[Records from a collection]
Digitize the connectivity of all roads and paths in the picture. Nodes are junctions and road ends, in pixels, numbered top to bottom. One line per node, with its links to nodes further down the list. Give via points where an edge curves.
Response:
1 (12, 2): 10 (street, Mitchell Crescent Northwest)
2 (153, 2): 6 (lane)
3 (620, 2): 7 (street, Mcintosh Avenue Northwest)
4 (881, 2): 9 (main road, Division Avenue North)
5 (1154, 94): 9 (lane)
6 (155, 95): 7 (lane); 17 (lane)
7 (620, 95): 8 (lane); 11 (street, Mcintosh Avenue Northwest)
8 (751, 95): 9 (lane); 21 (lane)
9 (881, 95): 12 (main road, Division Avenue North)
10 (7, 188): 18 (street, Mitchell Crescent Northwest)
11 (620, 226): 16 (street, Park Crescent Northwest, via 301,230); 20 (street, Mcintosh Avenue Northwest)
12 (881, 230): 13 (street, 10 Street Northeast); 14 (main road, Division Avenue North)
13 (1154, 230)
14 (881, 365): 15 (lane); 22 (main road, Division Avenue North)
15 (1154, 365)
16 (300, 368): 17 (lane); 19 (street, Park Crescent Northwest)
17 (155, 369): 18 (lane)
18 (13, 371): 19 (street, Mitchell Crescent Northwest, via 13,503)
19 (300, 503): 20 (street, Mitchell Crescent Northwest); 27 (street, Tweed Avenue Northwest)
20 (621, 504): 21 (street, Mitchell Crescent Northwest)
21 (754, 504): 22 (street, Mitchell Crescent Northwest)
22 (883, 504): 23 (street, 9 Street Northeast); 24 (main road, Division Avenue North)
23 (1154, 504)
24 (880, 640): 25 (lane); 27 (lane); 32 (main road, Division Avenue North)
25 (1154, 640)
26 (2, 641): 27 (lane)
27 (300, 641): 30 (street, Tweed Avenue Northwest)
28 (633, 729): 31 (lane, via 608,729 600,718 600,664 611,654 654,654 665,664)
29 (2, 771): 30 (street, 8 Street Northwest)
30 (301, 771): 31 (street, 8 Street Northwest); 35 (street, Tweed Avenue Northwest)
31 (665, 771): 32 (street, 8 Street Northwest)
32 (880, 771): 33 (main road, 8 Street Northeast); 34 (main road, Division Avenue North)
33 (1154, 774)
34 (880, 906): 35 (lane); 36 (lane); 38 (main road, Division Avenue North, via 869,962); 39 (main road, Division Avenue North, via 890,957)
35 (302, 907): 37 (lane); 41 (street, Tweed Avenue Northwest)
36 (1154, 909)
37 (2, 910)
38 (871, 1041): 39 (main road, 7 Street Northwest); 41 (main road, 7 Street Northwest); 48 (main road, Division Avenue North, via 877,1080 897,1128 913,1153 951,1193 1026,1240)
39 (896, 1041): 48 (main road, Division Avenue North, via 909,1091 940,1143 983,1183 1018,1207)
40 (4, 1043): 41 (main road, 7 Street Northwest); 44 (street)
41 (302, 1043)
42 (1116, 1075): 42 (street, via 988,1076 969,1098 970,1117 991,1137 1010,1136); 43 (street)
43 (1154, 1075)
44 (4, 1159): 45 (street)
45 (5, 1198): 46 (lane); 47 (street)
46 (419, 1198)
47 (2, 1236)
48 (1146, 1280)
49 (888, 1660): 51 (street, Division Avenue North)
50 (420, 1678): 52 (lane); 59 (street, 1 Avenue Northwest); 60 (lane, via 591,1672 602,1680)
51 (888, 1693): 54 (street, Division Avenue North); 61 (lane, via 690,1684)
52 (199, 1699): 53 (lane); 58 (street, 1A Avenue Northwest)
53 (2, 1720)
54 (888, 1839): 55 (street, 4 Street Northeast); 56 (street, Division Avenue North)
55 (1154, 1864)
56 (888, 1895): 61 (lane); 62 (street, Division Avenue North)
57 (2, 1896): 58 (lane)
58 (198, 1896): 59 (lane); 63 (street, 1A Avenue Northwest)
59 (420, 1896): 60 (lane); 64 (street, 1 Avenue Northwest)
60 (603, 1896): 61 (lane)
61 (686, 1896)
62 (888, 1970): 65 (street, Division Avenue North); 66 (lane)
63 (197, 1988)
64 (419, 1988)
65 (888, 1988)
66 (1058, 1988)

> **Work instruction**
Reproduce the whole of the records exactly, so that no line differs from the source above.

> **Task response**
Digitize the connectivity of all roads and paths in the picture. Nodes are junctions and road ends, in pixels, numbered top to bottom. One line per node, with its links to nodes further down the list. Give via points where an edge curves.
Response:
1 (12, 2): 10 (street, Mitchell Crescent Northwest)
2 (153, 2): 6 (lane)
3 (620, 2): 7 (street, Mcintosh Avenue Northwest)
4 (881, 2): 9 (main road, Division Avenue North)
5 (1154, 94): 9 (lane)
6 (155, 95): 7 (lane); 17 (lane)
7 (620, 95): 8 (lane); 11 (street, Mcintosh Avenue Northwest)
8 (751, 95): 9 (lane); 21 (lane)
9 (881, 95): 12 (main road, Division Avenue North)
10 (7, 188): 18 (street, Mitchell Crescent Northwest)
11 (620, 226): 16 (street, Park Crescent Northwest, via 301,230); 20 (street, Mcintosh Avenue Northwest)
12 (881, 230): 13 (street, 10 Street Northeast); 14 (main road, Division Avenue North)
13 (1154, 230)
14 (881, 365): 15 (lane); 22 (main road, Division Avenue North)
15 (1154, 365)
16 (300, 368): 17 (lane); 19 (street, Park Crescent Northwest)
17 (155, 369): 18 (lane)
18 (13, 371): 19 (street, Mitchell Crescent Northwest, via 13,503)
19 (300, 503): 20 (street, Mitchell Crescent Northwest); 27 (street, Tweed Avenue Northwest)
20 (621, 504): 21 (street, Mitchell Crescent Northwest)
21 (754, 504): 22 (street, Mitchell Crescent Northwest)
22 (883, 504): 23 (street, 9 Street Northeast); 24 (main road, Division Avenue North)
23 (1154, 504)
24 (880, 640): 25 (lane); 27 (lane); 32 (main road, Division Avenue North)
25 (1154, 640)
26 (2, 641): 27 (lane)
27 (300, 641): 30 (street, Tweed Avenue Northwest)
28 (633, 729): 31 (lane, via 608,729 600,718 600,664 611,654 654,654 665,664)
29 (2, 771): 30 (street, 8 Street Northwest)
30 (301, 771): 31 (street, 8 Street Northwest); 35 (street, Tweed Avenue Northwest)
31 (665, 771): 32 (street, 8 Street Northwest)
32 (880, 771): 33 (main road, 8 Street Northeast); 34 (main road, Division Avenue North)
33 (1154, 774)
34 (880, 906): 35 (lane); 36 (lane); 38 (main road, Division Avenue North, via 869,962); 39 (main road, Division Avenue North, via 890,957)
35 (302, 907): 37 (lane); 41 (street, Tweed Avenue Northwest)
36 (1154, 909)
37 (2, 910)
38 (871, 1041): 39 (main road, 7 Street Northwest); 41 (main road, 7 Street Northwest); 48 (main road, Division Avenue North, via 877,1080 897,1128 913,1153 951,1193 1026,1240)
39 (896, 1041): 48 (main road, Division Avenue North, via 909,1091 940,1143 983,1183 1018,1207)
40 (4, 1043): 41 (main road, 7 Street Northwest); 44 (street)
41 (302, 1043)
42 (1116, 1075): 42 (street, via 988,1076 969,1098 970,1117 991,1137 1010,1136); 43 (street)
43 (1154, 1075)
44 (4, 1159): 45 (street)
45 (5, 1198): 46 (lane); 47 (street)
46 (419, 1198)
47 (2, 1236)
48 (1146, 1280)
49 (888, 1660): 51 (street, Division Avenue North)
50 (420, 1678): 52 (lane); 59 (street, 1 Avenue Northwest); 60 (lane, via 591,1672 602,1680)
51 (888, 1693): 54 (street, Division Avenue North); 61 (lane, via 690,1684)
52 (199, 1699): 53 (lane); 58 (street, 1A Avenue Northwest)
53 (2, 1720)
54 (888, 1839): 55 (street, 4 Street Northeast); 56 (street, Division Avenue North)
55 (1154, 1864)
56 (888, 1895): 61 (lane); 62 (street, Division Avenue North)
57 (2, 1896): 58 (lane)
58 (198, 1896): 59 (lane); 63 (street, 1A Avenue Northwest)
59 (420, 1896): 60 (lane); 64 (street, 1 Avenue Northwest)
60 (603, 1896): 61 (lane)
61 (686, 1896)
62 (888, 1970): 65 (street, Division Avenue North); 66 (lane)
63 (197, 1988)
64 (419, 1988)
65 (888, 1988)
66 (1058, 1988)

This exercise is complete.